Unhealthy diets, food insecurity and malnutrition
Overcoming hunger and
malnutrition in all its forms (including undernutrition, micronutrient
deficiencies, overweight and obesity) is about more than securing enough food
to survive: what people eat – and especially what children eat – must also be
nutritious. Yet a key obstacle is the high cost of nutritious foods and
the low affordability of healthy diets for vast numbers of families.
The report presents
evidence that a healthy diet costs far more than US$ 1.90/day, the
international poverty threshold. It puts the price of even the least expensive
healthy diet at five times the price of filling stomachs with starch only.

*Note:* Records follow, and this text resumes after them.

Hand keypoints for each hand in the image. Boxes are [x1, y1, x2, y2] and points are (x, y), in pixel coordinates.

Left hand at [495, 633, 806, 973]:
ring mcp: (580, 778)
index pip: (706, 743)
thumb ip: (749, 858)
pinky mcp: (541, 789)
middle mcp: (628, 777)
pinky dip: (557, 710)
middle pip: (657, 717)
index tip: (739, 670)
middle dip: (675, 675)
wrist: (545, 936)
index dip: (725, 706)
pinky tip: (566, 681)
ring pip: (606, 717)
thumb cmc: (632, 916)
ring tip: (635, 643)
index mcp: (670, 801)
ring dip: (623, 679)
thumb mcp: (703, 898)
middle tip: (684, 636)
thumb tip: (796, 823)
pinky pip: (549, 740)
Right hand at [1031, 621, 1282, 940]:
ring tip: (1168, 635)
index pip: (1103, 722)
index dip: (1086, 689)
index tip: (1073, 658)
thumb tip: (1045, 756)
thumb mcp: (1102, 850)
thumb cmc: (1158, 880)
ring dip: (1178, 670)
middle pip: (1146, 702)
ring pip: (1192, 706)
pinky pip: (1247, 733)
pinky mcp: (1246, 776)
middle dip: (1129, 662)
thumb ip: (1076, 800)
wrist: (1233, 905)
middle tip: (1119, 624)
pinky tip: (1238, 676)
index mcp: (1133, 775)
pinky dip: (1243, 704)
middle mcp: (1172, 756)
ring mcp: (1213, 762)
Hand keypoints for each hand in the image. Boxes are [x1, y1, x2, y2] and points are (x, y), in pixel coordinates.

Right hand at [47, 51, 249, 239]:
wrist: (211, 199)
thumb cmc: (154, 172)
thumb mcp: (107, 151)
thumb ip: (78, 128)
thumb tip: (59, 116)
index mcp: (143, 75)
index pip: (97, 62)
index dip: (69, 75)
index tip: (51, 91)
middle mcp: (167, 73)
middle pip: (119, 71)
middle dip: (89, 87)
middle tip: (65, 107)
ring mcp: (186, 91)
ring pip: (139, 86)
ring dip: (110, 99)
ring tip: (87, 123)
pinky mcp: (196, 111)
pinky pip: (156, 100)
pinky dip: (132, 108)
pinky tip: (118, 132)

Nutrient-rich dairy, fruits, vegetables and protein-rich foods (plant and
animal-sourced) are the most expensive food groups globally.
The latest estimates are
that a staggering 3 billion people or more cannot afford a healthy diet. In sub-Saharan
Africa and southern Asia, this is the case for 57 percent of the population –
though no region, including North America and Europe, is spared. Partly as a
result, the race to end malnutrition appears compromised. According to the
report, in 2019, between a quarter and a third of children under five (191
million) were stunted or wasted – too short or too thin. Another 38 million
under-fives were overweight. Among adults, meanwhile, obesity has become a
global pandemic in its own right.
A call to action
The report argues that
once sustainability considerations are factored in, a global switch to healthy
diets would help check the backslide into hunger while delivering enormous
savings. It calculates that such a shift would allow the health costs associated
with unhealthy diets, estimated to reach US$ 1.3 trillion a year in 2030, to be
almost entirely offset; while the diet-related social cost of greenhouse gas
emissions, estimated at US$ 1.7 trillion, could be cut by up to three-quarters.[iv]
The report urges a
transformation of food systems to reduce the cost of nutritious foods and
increase the affordability of healthy diets. While the specific solutions will
differ from country to country, and even within them, the overall answers lie
with interventions along the entire food supply chain, in the food environment,
and in the political economy that shapes trade, public expenditure and
investment policies. The study calls on governments to mainstream nutrition in
their approaches to agriculture; work to cut cost-escalating factors in the
production, storage, transport, distribution and marketing of food – including
by reducing inefficiencies and food loss and waste; support local small-scale
producers to grow and sell more nutritious foods, and secure their access to
markets; prioritize children’s nutrition as the category in greatest need;
foster behaviour change through education and communication; and embed nutrition
in national social protection systems and investment strategies.
The heads of the five UN
agencies behind the State of Food Security and Nutrition in the World declare
their commitment to support this momentous shift, ensuring that it unfolds “in
a sustainable way, for people and the planet.”